Independent candidate Alexander van der Bellen has won Austria’s presidential election, defeating Freedom Party candidate Norbert Hofer.

The right-wing candidate in the presidential election has acknowledged defeat to a left-leaning rival, in a social media post thanking his backers for their support.

Norbert Hofer says he is “naturally sad,” adding: “I would have been happy to have cared for our wonderful country as federal president.” He said Monday that the work of his supporters during the election is “not lost but an investment in the future.”

The contest between Hofer and independent candidate Alexander van der Bellen in Sunday’s election was too close to call and depended on absentee ballots being counted on Monday.

Hofer’s defeat averts an embarrassing setback for Europe’s political establishment, which is increasingly under threat from populist parties that have profited from concerns about the region’s refugee crisis and years of weak growth and high unemployment.

“It’s a relief to see the Austrians reject populism and extremism,” French Prime Minister Manuel Valls said in a social media post. “Everyone in Europe must draw lessons from this.”

Austria is a relatively prosperous country, but it has been at the centre of a record influx of migrants from the Middle East, fanning public resentment towards the two centrist parties – the Social Democrats (SPO) and the conservative People’s Party – that have dominated politics since the end of World War II.

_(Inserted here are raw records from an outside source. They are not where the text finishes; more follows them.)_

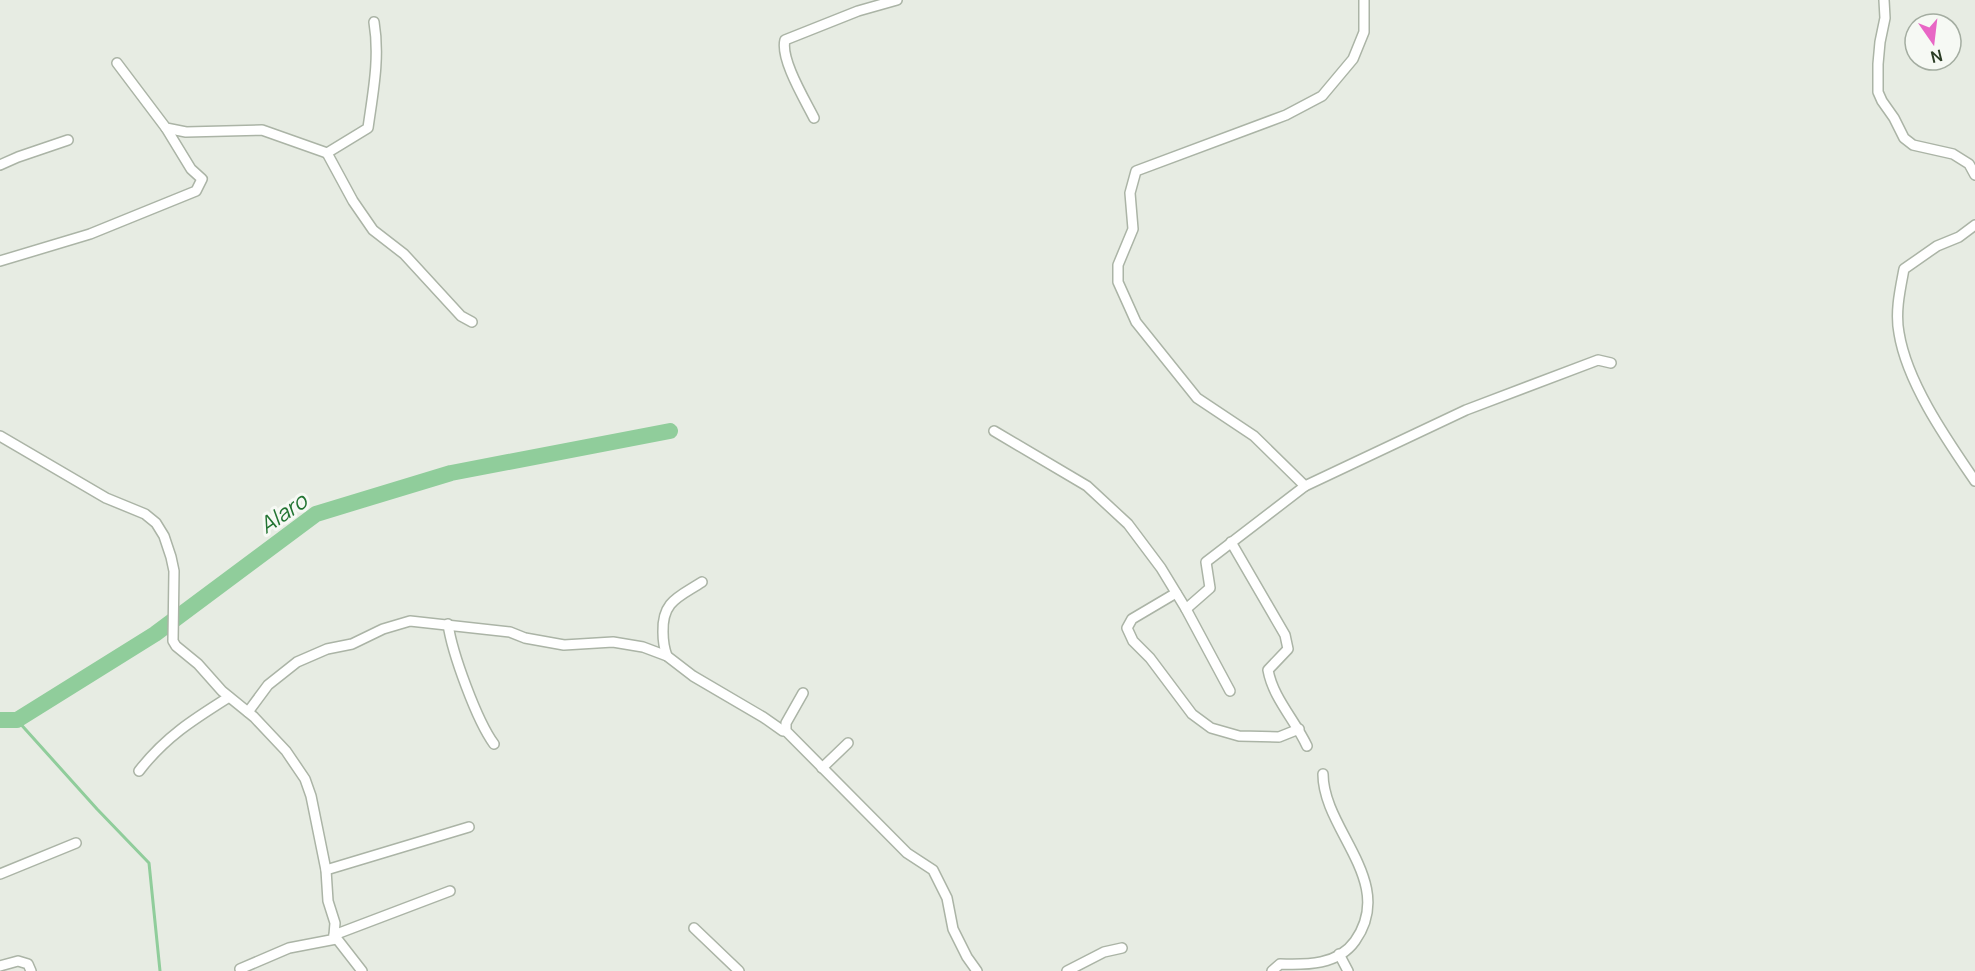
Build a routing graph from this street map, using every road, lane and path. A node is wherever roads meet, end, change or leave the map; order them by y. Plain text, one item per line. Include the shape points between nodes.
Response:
1 (897, 0) edge
2 (1364, 0) edge
3 (1884, 0) edge
4 (867, 4) edge
5 (374, 22) dead end
6 (117, 63) dead end
7 (814, 118) dead end
8 (166, 128) junction
9 (68, 140) dead end
10 (327, 153) junction
11 (0, 165) edge
12 (1975, 175) edge
13 (1975, 225) edge
14 (0, 261) edge
15 (472, 322) dead end
16 (1611, 363) dead end
17 (994, 431) dead end
18 (0, 436) edge
19 (1975, 481) edge
20 (1305, 486) junction
21 (1231, 543) junction
22 (702, 582) dead end
23 (1176, 593) junction
24 (1186, 609) junction
25 (448, 624) junction
26 (667, 656) junction
27 (1230, 690) dead end
28 (802, 693) dead end
29 (230, 696) junction
30 (248, 712) junction
31 (1299, 729) junction
32 (786, 731) junction
33 (848, 743) dead end
34 (494, 744) dead end
35 (1307, 746) dead end
36 (822, 768) junction
37 (139, 771) dead end
38 (1323, 774) dead end
39 (469, 827) dead end
40 (76, 843) dead end
41 (326, 870) junction
42 (0, 874) edge
43 (450, 891) dead end
44 (694, 928) dead end
45 (335, 937) junction
46 (1122, 948) dead end
47 (1339, 954) junction
48 (0, 966) edge
49 (240, 969) dead end
50 (32, 971) edge
51 (362, 971) edge
52 (739, 971) edge
53 (977, 971) edge
54 (1066, 971) edge
55 (1272, 971) edge
56 (1348, 971) edge

1 - 4 street
2 - 20 street via 1364,32 1353,59 1322,96 1286,115 1136,171 1130,193 1133,230 1118,265 1118,282 1136,322 1197,398 1254,436
3 - 12 street via 1878,64 1878,92 1882,101 1904,138 1953,154 1969,164
4 - 7 street via 785,40 783,46 792,74
5 - 10 street via 376,80 369,128
6 - 8 street
8 - 10 street via 186,132 262,130
8 - 14 street via 191,169 202,179 196,191 90,234
9 - 11 street
10 - 15 street via 373,230 404,254 461,316
13 - 19 street via 1904,269 1898,299 1904,353 1934,417
16 - 20 street via 1598,360 1466,410
17 - 23 street via 1087,486 1128,524
18 - 29 street via 156,523 174,571 173,641
20 - 21 street
21 - 24 street via 1206,562 1210,588
21 - 31 street via 1285,635 1288,649 1268,670 1286,711
22 - 26 street via 664,612 663,647
23 - 24 street
23 - 31 street via 1132,619 1127,628 1192,714 1210,728 1239,736 1279,737
24 - 27 street
25 - 26 street via 510,632 564,645 613,642
25 - 30 street via 410,621 297,662 268,685
25 - 34 street via 450,641
26 - 32 street via 719,693
28 - 32 street via 786,723
29 - 30 street
29 - 37 street via 182,726
30 - 41 street via 286,751 305,779
31 - 35 street
32 - 36 street
33 - 36 street
36 - 53 street via 907,853 933,870 947,898 953,928
38 - 47 street via 1331,810 1362,870 1369,904 1365,927 1350,948
39 - 41 street
40 - 42 street
41 - 45 street
43 - 45 street
44 - 52 street
45 - 49 street via 289,948
45 - 51 street
46 - 54 street via 1104,952
47 - 55 street via 1327,961 1280,964
47 - 56 street
48 - 50 street via 18,961 28,964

The vote in Austria, a country of 8.5 million people, had unsettled leaders elsewhere in Europe, particularly in neighbor Germany where a new anti-immigration party, the Alternative for Germany (AfD), is on the rise.

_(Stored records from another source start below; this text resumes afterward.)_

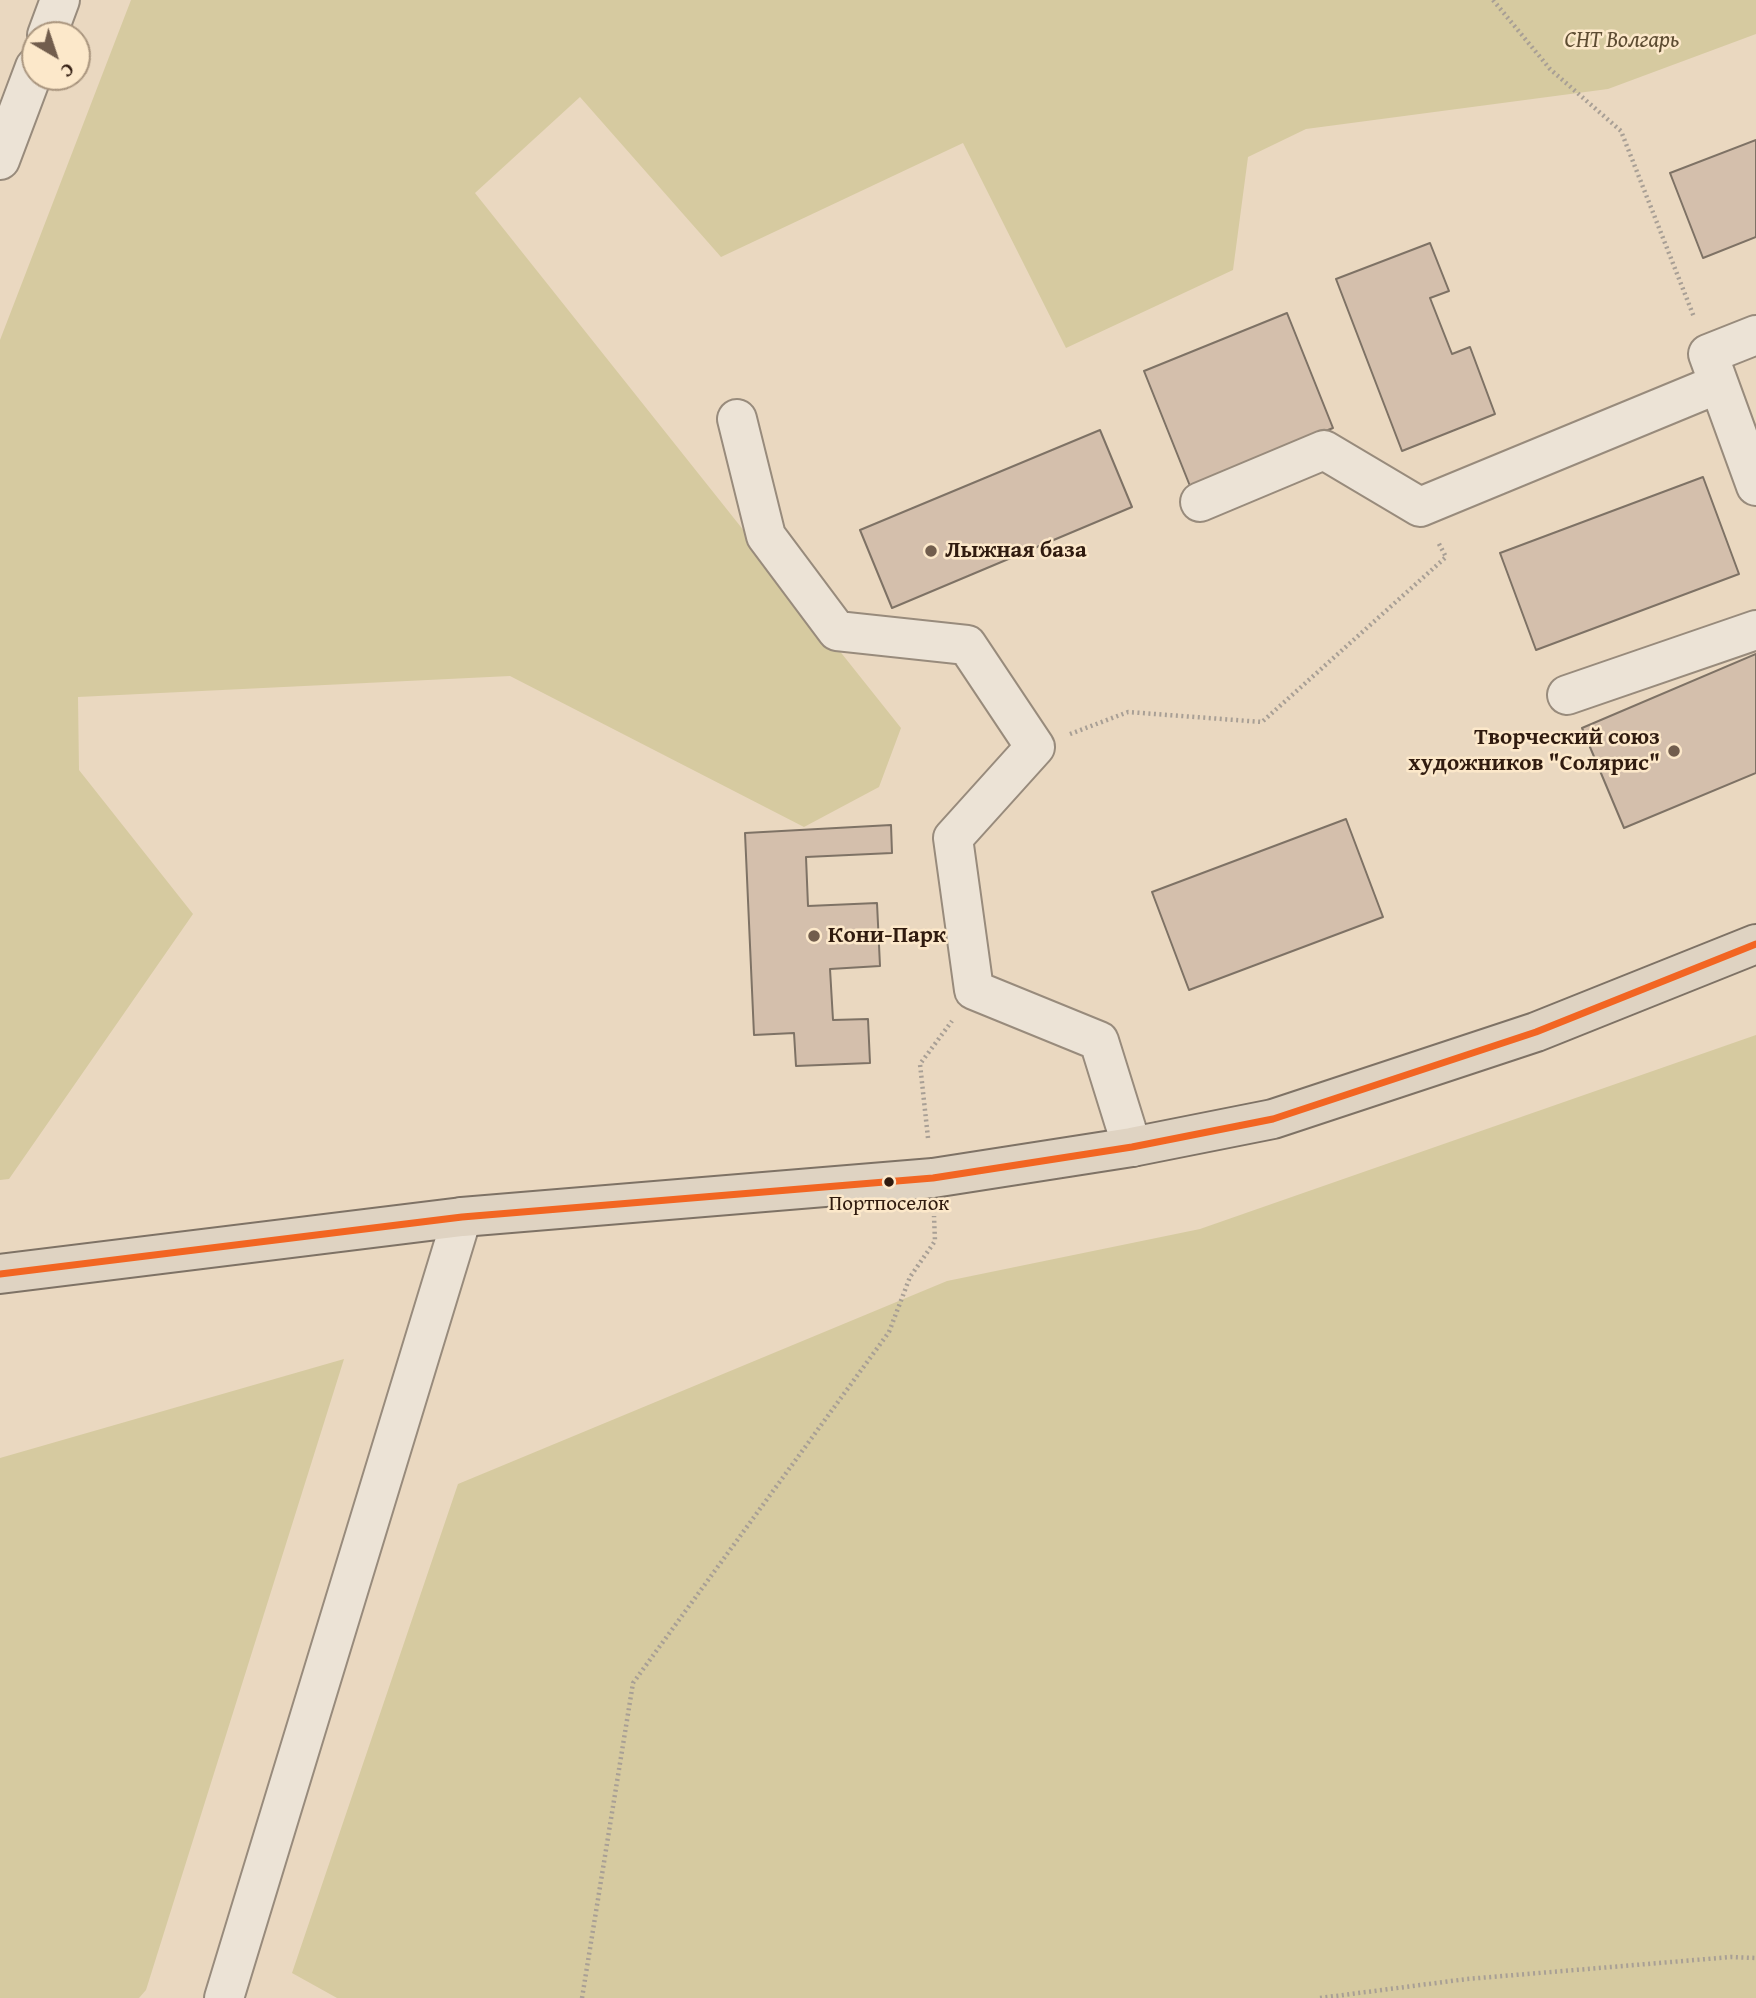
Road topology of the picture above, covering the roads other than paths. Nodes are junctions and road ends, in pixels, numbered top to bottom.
1 (60, 0) edge
2 (52, 21) edge
3 (26, 91) edge
4 (0, 160) edge
5 (1756, 335) edge
6 (1713, 369) junction
7 (737, 419) dead end
8 (1756, 486) edge
9 (1200, 502) dead end
10 (1756, 630) edge
11 (1567, 695) dead end
12 (1755, 947) edge
13 (1132, 1147) junction
14 (462, 1217) junction
15 (0, 1274) edge
16 (224, 1998) edge

1 - 2 street
3 - 4 street
5 - 6 street
6 - 8 street
6 - 9 street
7 - 13 street
10 - 11 street
12 - 13 main road
13 - 14 main road
14 - 15 main road
14 - 16 street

In France, the National Front of Marine Le Pen is leading in polls ahead of a presidential election next year. Across the Channel, the U.K. Independence Party is campaigning for Britain to leave the European Union in a referendum on June 23.

Hofer, 45, has described himself as a center-right politician and told voters not to believe suggestions from other parties that he would be a dangerous president.

But his party has its roots in Austria’s Nazi past, a history the country has not confronted as openly as Germany.